Double Dip Recession


We can reasonably expect Singapore to plunge back into recession at the end of this quarter. If it does, we will be the first country in Asia, and possibly the world, to experience a double dip recession in the aftermath of the global financial crisis.

Our economy first dipped into a technical recession in Q3 2008.

Advance estimates show that our GDP contracted 6.8% quarter-on-quarter in Q4 of 2009.

If our GDP contracts again this quarter, we will officially be in another recession, in just over a year.

With Obama vowing to fight the banks with banking reforms, China implementing tightening measures to cool the markets, and many other countries reining in their stimulus spending, the picture may not be very rosy for Singapore given its very open economy.

Being highly open also means being highly susceptible to external factors.

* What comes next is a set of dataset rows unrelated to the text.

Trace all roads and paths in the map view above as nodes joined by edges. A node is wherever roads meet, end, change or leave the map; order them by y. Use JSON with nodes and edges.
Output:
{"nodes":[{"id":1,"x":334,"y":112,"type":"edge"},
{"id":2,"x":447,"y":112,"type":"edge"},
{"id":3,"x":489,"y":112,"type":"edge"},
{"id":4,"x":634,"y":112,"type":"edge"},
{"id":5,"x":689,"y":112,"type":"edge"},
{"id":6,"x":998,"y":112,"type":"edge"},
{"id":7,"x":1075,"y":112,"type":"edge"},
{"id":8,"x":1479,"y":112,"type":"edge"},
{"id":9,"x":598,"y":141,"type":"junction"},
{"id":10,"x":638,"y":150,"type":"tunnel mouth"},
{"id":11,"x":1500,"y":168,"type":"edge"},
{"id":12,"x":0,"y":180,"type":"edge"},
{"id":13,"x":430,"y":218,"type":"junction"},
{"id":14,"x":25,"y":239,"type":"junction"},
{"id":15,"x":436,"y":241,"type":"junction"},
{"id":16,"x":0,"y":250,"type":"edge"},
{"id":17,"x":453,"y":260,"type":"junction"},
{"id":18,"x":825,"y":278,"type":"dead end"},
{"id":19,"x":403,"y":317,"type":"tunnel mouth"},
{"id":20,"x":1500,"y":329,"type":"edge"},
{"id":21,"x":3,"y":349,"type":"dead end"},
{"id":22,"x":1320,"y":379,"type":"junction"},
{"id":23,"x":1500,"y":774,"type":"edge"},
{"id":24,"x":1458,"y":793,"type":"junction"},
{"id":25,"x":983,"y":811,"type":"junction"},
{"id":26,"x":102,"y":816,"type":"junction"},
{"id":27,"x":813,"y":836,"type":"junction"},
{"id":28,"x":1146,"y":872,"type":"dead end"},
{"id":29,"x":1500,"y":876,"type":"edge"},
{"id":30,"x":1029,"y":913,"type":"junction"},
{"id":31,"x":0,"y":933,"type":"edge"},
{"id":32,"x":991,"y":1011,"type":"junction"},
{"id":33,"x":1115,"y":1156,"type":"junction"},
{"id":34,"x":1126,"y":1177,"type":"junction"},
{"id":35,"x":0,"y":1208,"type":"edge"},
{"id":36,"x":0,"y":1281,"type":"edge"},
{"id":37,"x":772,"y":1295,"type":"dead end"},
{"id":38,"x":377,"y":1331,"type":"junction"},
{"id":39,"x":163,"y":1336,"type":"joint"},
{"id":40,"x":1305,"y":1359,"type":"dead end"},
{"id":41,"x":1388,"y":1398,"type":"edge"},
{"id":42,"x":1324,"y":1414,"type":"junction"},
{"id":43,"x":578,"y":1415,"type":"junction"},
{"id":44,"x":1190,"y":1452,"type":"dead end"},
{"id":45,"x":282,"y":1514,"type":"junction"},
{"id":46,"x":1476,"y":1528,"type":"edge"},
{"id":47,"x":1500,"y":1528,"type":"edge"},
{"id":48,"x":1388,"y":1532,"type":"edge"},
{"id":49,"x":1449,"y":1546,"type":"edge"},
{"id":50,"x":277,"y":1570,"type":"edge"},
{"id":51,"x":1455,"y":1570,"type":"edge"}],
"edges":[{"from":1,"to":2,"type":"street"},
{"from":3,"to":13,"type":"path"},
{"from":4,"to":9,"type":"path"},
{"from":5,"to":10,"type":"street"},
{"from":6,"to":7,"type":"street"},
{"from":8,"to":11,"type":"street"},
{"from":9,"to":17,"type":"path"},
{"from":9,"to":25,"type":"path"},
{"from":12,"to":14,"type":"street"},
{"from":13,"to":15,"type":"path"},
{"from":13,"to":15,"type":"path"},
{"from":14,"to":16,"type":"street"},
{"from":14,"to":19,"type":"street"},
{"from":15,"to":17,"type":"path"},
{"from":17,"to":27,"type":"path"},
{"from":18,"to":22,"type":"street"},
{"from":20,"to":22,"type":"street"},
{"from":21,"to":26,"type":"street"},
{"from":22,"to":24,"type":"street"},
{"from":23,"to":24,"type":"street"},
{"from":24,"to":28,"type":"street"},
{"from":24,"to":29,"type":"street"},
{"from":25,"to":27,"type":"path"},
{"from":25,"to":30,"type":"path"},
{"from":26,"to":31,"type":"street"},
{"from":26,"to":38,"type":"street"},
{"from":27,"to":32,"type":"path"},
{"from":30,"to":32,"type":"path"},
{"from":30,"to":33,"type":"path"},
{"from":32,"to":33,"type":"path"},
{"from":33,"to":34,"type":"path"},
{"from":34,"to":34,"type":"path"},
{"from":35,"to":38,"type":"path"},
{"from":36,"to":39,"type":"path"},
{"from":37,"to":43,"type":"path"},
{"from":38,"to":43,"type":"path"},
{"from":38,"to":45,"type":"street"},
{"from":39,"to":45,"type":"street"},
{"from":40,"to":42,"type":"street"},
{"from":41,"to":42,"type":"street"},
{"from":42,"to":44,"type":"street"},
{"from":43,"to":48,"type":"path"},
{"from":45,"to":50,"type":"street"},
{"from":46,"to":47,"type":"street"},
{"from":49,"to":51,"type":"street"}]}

Although PM Lee chose to say Singapore’s 2009 Q4 growth is 3.5% in his New Year Message, that figure is not the conventional quarter-on-quarter figure. The figure looks positive, but Q4 of 2009 actually contracted, as confirmed by the press release from our trade ministry which started with the grim statement: “Economic activity in Singapore slowed down in the fourth quarter of 2009.”

Trade Minister Lim Hng Kiang has recently said this in parliament: “A double-dip recession is not likely.” If he’s talking about Singapore averting a second technical recession, then with all due respect, he may possibly be wrong.

Do you think Singapore will plunge back into recession?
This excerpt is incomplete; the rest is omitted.